A Review of Bewilderness by Karen Tucker

Corey Campbell

Bewilderness
by Karen Tucker
New York: Catapult, 2021.
274 pages
$26.00

Karen Tucker’s debut novel Bewilderness (Catapult), set primarily in rural North Carolina, tells the story of Irene and Luce, two waitressing drug-users sharing a bungalow and constantly scrounging for their next high.

Told retrospectively through Irene’s point-of-view, the novel opens the night of Luce’s going-away party. She and her boyfriend Wilky, a former army man and sometimes user/sometimes bartender, are leaving for Florida in search of sober, new lives. But this shining new life turns into a mirage when Wilky is found dead of an overdose just before their departure. Instead of reaching sobriety, Luce is set spinning again, and her best friend Irene is more than happy to accompany her through the pill-induced aftermath.

While some addiction narratives may be driven by two possibilities — either a character willfully decides to stop using, or a character dies from using — much of Bewilderness focuses on the hazy period before decisions are made, when all that matters is acquiring more pills, achieving another hit.

Irene becomes so entrenched in her habit that she sees drugs even when outside walking: “It wasn’t until we rounded the bend that a pale blue moon appeared above us like a giant 30 just waiting for someone to reach up and snatch it” (6). As the narrator looking back on this period, Irene has enough self-awareness to guide readers through her obsessive mindset: “One of the biggest battles you face when using is the constant shortage of goodies,” she narrates, “— and yet the moment you swear them off forever, pills start materializing all around you like some kind of sick joke” (6).

Through incredibly precise vocabulary, especially when describing pill brands, colors, uses, and effects, Irene takes us into this topsy-turvy world with authority. With Irene we navigate pill acquisition — in Wal-Mart parking lots and convenience store bathrooms, at parties in sketchy apartments and in would-be doctor’s offices. This navigation, while often convoluted and unpredictable, feels maze-like yet at times educational. As a reader I felt wholly compelled by the landscapes Tucker created in Bewilderness and the engines pushing her characters forward within them. In Irene, Tucker has created a character whose two strongest hungers — for more pills and for Luce’s attention — at times feel monstrous, propelling the narrative forward in their want.

Tucker so vividly details the pattern of scrounging and searching — the degrading acts one must do to score pills, the long hours spent on dirty couches with strangers — but Bewilderness also gives readers a parallel entry into the land of recovery. Irene and Luce sporadically attend the 1:30pm group meetings, with talk of sponsorship and one-year tags. The meeting at times is a hopeful beacon, but just as often, serves as another place to go (or avoid) within this small, not-wealthy town.

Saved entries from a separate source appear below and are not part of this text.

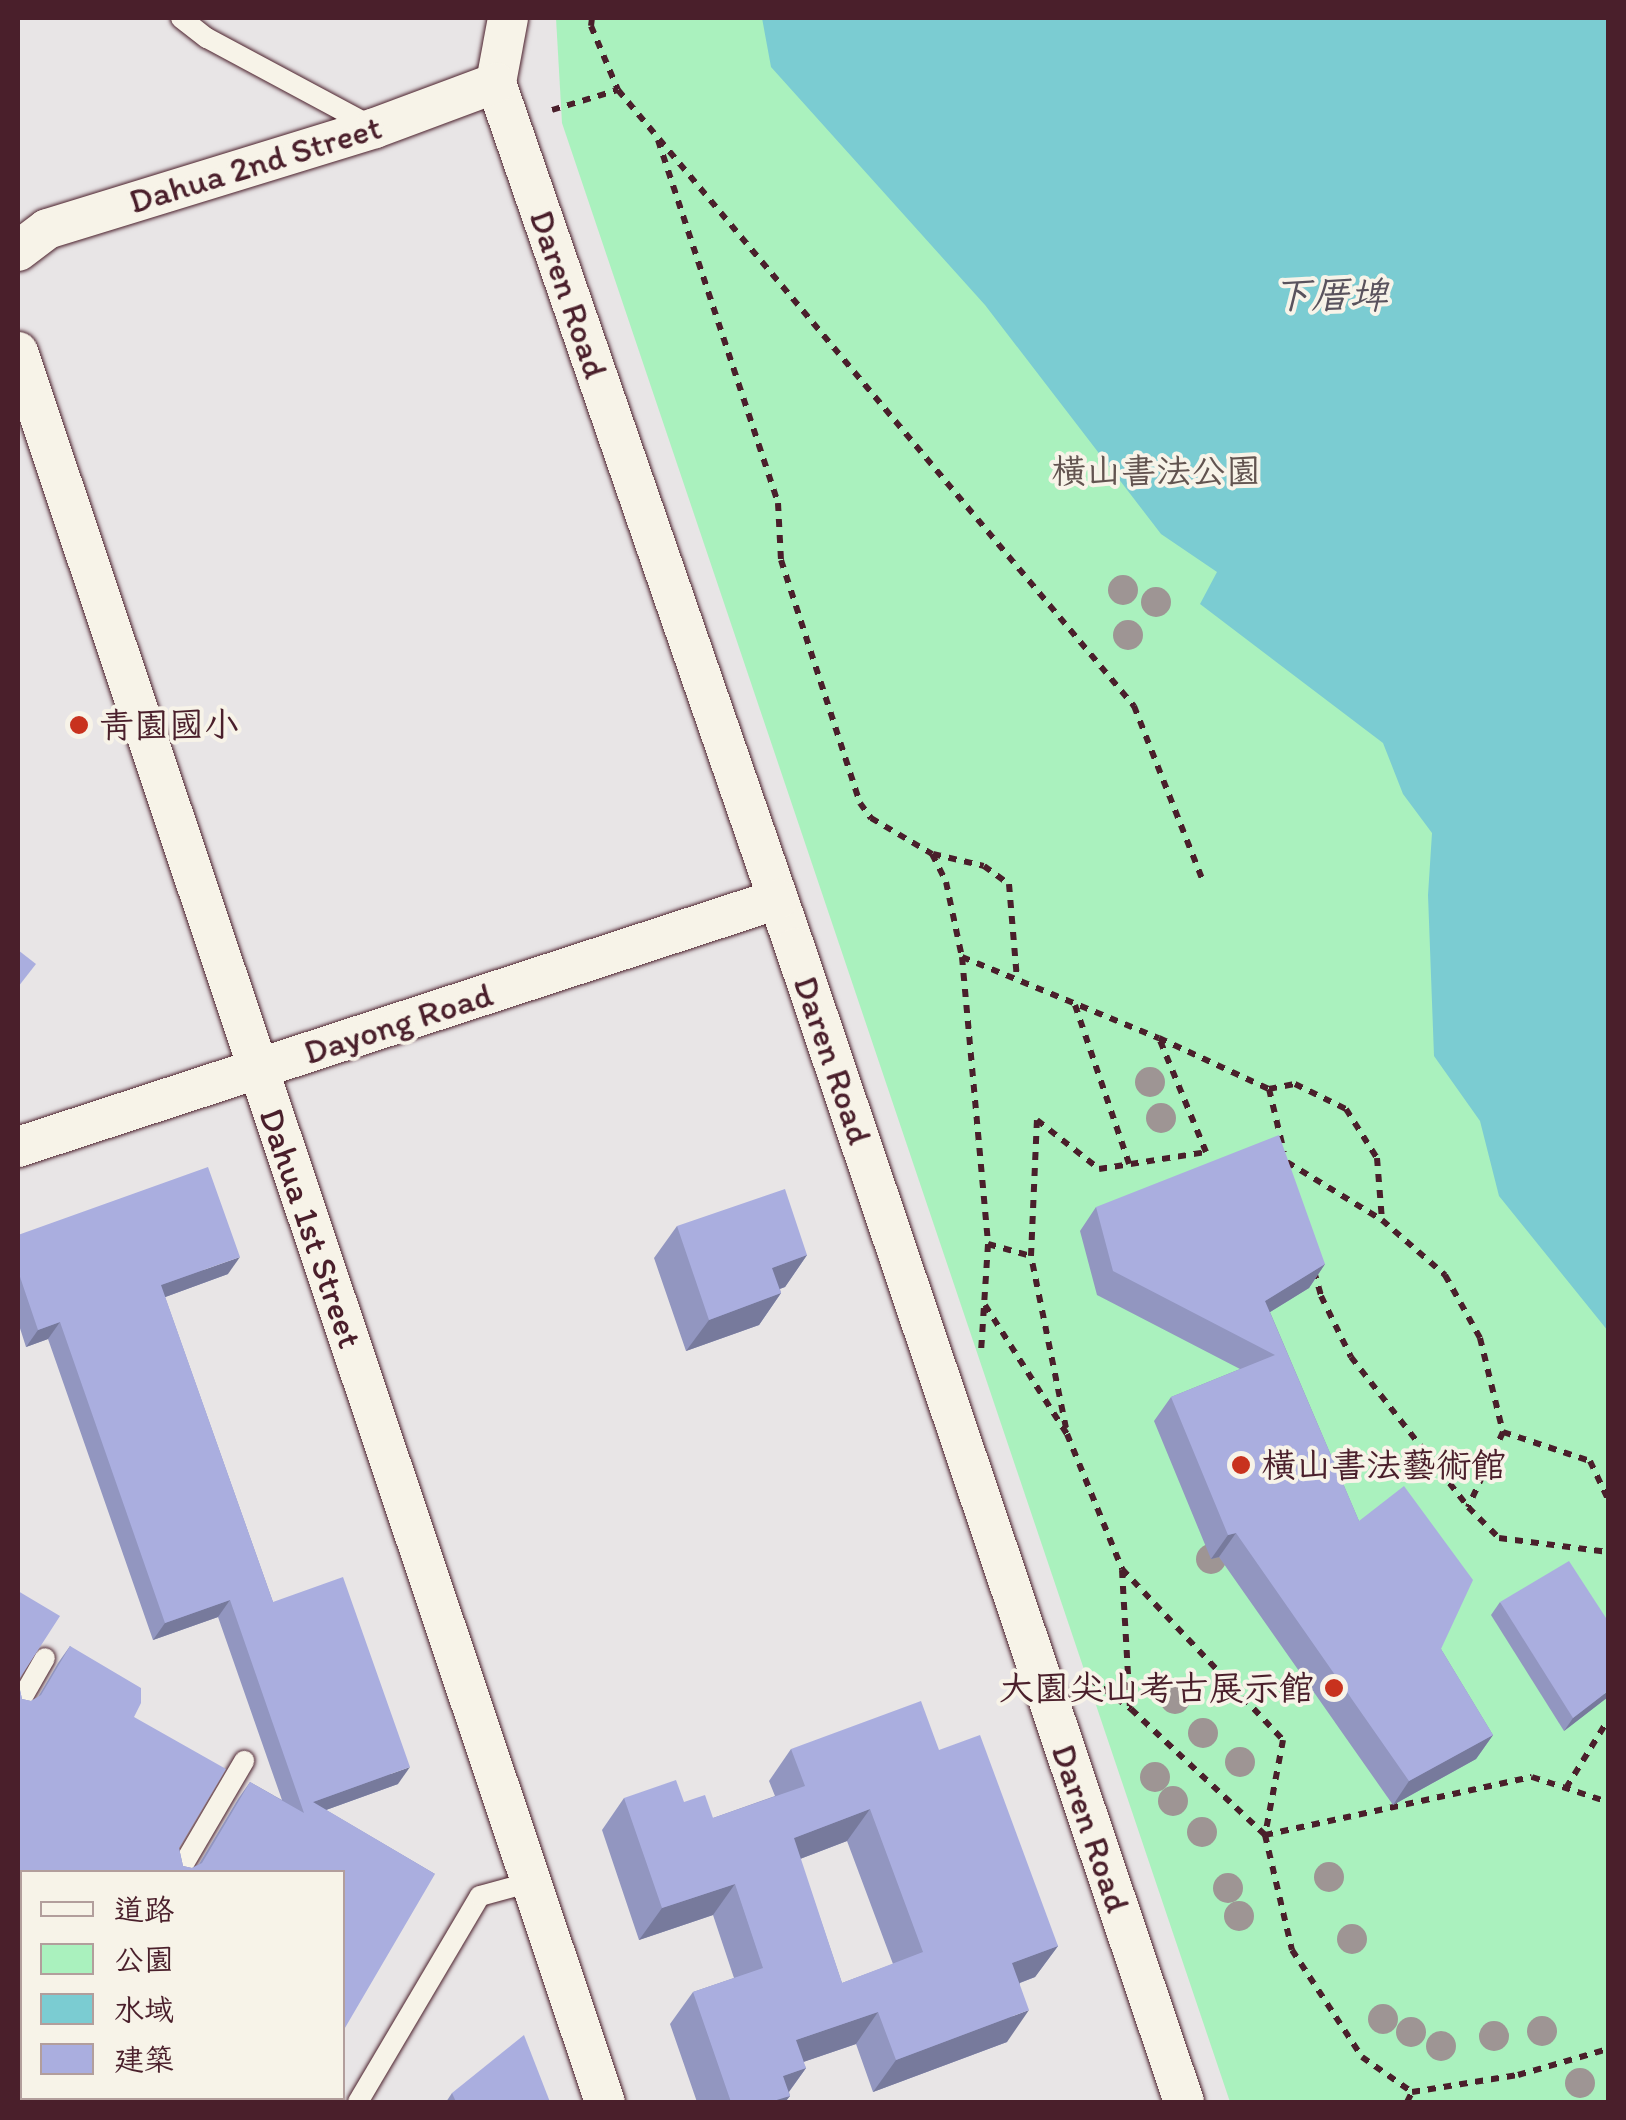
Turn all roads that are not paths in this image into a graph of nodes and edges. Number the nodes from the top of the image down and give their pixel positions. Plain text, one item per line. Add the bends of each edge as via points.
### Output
1 (181, 18) edge
2 (508, 18) edge
3 (496, 83) junction
4 (374, 128) junction
5 (18, 250) edge
6 (18, 352) edge
7 (778, 899) junction
8 (258, 1069) junction
9 (18, 1147) edge
10 (46, 1658) edge
11 (18, 1706) edge
12 (244, 1761) dead end
13 (180, 1870) edge
14 (531, 1882) junction
15 (358, 2102) edge
16 (605, 2102) edge
17 (1184, 2102) edge

1 - 4 lane
2 - 3 street, Daren Road
3 - 4 street, Dahua 2nd Street
3 - 7 street, Daren Road
4 - 5 street, Dahua 2nd Street via 46,229
6 - 8 street, Dahua 1st Street
7 - 8 street, Dayong Road
7 - 17 street, Daren Road
8 - 9 street, Dayong Road
8 - 14 street, Dahua 1st Street
10 - 11 lane
12 - 13 lane
14 - 15 lane via 480,1896
14 - 16 street, Dahua 1st Street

Throughout the novel, and especially in the drug-filled hazes, the language is heightened and lush. At the first blush of a new high, Irene narrates: “The fog burned away around us and the sky opened back up with all of its bright, dazzling promise. We were invincible once again” (116). Readers share in her breathlessness. And on page 137, Irene’s experience again is so personal and yet feels like it belongs on a much grander scale: “Soon the only thing left was the mysterious grace of god rippling all through me, along with a faint sour drip at the back of my throat.”

It’s too easy to say that Tucker skillfully carries readers through the highs and lows of addiction. She does do that, but also she manages to create earnest, funny characters who make the wrong choices and break readers’ hearts as well as their own over and over again.

Bewilderness has many beautifully dramatic and wrenching scenes — when Luce and Irene crash Wilky’s funeral reception at his family’s home, for instance — but I also was impressed by the novel’s structural playfulness in terms of form. Bewilderness includes a surprising chapter composed only of Reddit exchanges, a chapter that’s primarily a list of favorite memories, and perhaps most striking, a chapter of commands that’s essentially a how-to of becoming an addict (though I should note the very first line is “First things first: don’t do it” (141)). These narrative moves let readers see other sides of Irene, sometimes beyond the confines of her own voice.

Still the heart of the book is Irene’s care for Luce, especially in the wake of Wilky’s death but also leading up to it. Irene’s love for her friend is fierce and at times feels obsessive, but it’s so well grounded. What I mean is that Irene’s love drives the book, essentially brings the narrative into being. The retrospective narration, by the end, makes clear why Irene loves Luce so fiercely in these pages.

Bewilderness is a timely novel in its portrayal of addiction, but for me it’s also a moving exploration of friendship and mortality. This might be a good time to mention that the author and I attended the same MFA program, but that familiarity doesn’t cloud my judgment. Bewilderness is an emotionally intense and authentic achievement.